Speaking of gooseberries, we found these other ones on the street – bought them on the street, that is. I found out a name for them after some intense research by a friend, though I forget it now. I’ll try and find it soon. They turned out to be the tartest fruits ever in a land of tart fruits. I ended up eating most of these as well – Chris is not a tart fruit person.
As soon as we entered the country, we picked up a couple we had been waiting for – the zapote and the narajilla. The zapote was a mealy fruit that is almost tuber-like in its consistency – really, it’s like an extra-sweet sweet potato. No juice. Not bad.
The other, smaller fruit was one I had been anticipating for some time since reading about it. The narajilla looks kind of strange – a bright orange skin (inedible) surrounding a tart (again!) green flesh. Not the best eating fruit, but it makes great juices. Christine also believes that this tasted like vomit and avoided it like…well, vomit. I had it almost every day with breakfast or lunch.
Plums raised their ugly head again. While we were in Mindo, the wee cloud forest town, a woman in a doorway sold us a bag of a crunchy green tart fruit that she called plums. While ‘crunchy’ and ‘plum’ do not go together in my vocabulary, she didn’t have another name and we couldn’t find one, so Ecuador plum it is. They had salt to go with them if you desired. I didn’t.

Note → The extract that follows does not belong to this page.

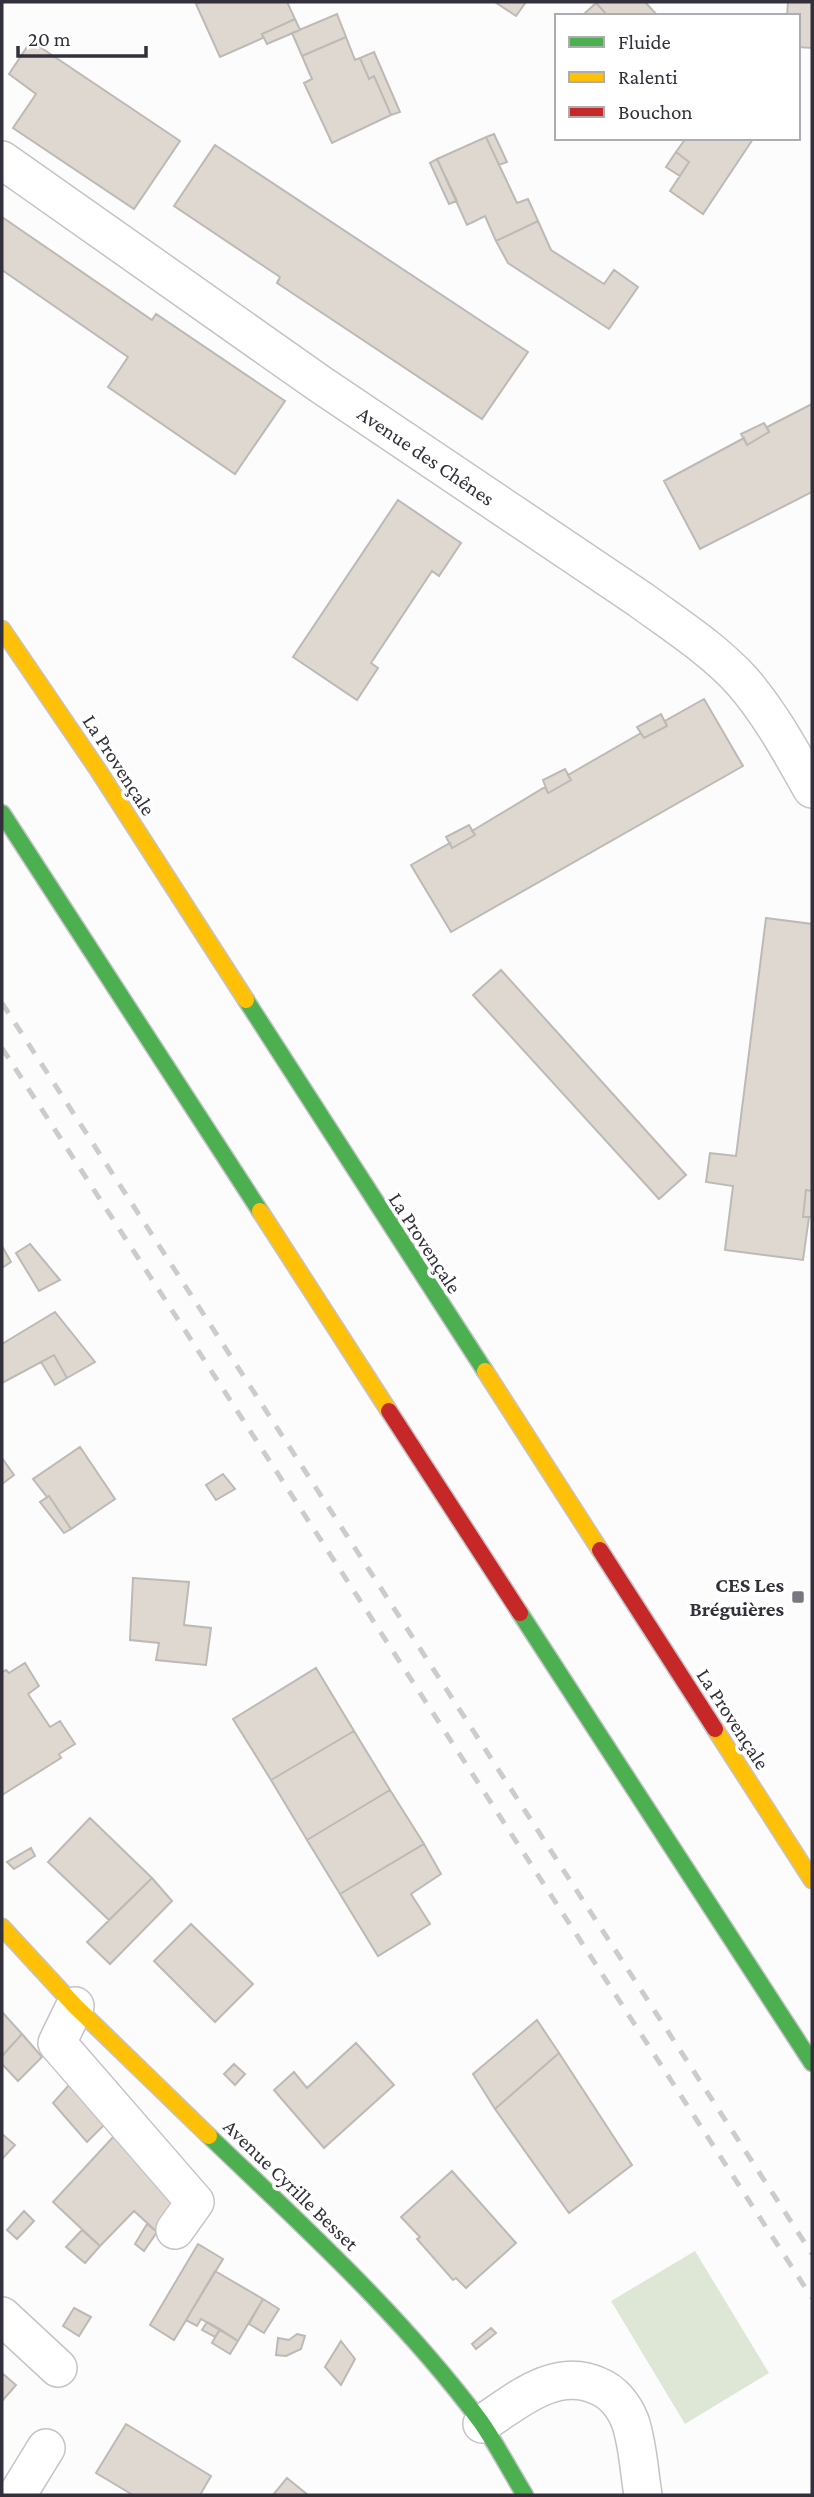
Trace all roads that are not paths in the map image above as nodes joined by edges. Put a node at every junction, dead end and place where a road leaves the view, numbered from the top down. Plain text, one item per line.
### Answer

Last up is another type of passionfruit – apparently there are quite a few types of these things – locally called taxo. The tartest passionfruit we tried (maybe the equator makes things extra tart, I don’t know), the seeds were also the biggest and crunchiest. Again, this fruit is not commonly eaten; instead, it is used in ice cream and juices. I like the bright orange colour.
Oh, and who can forget bananas? Not here you can’t!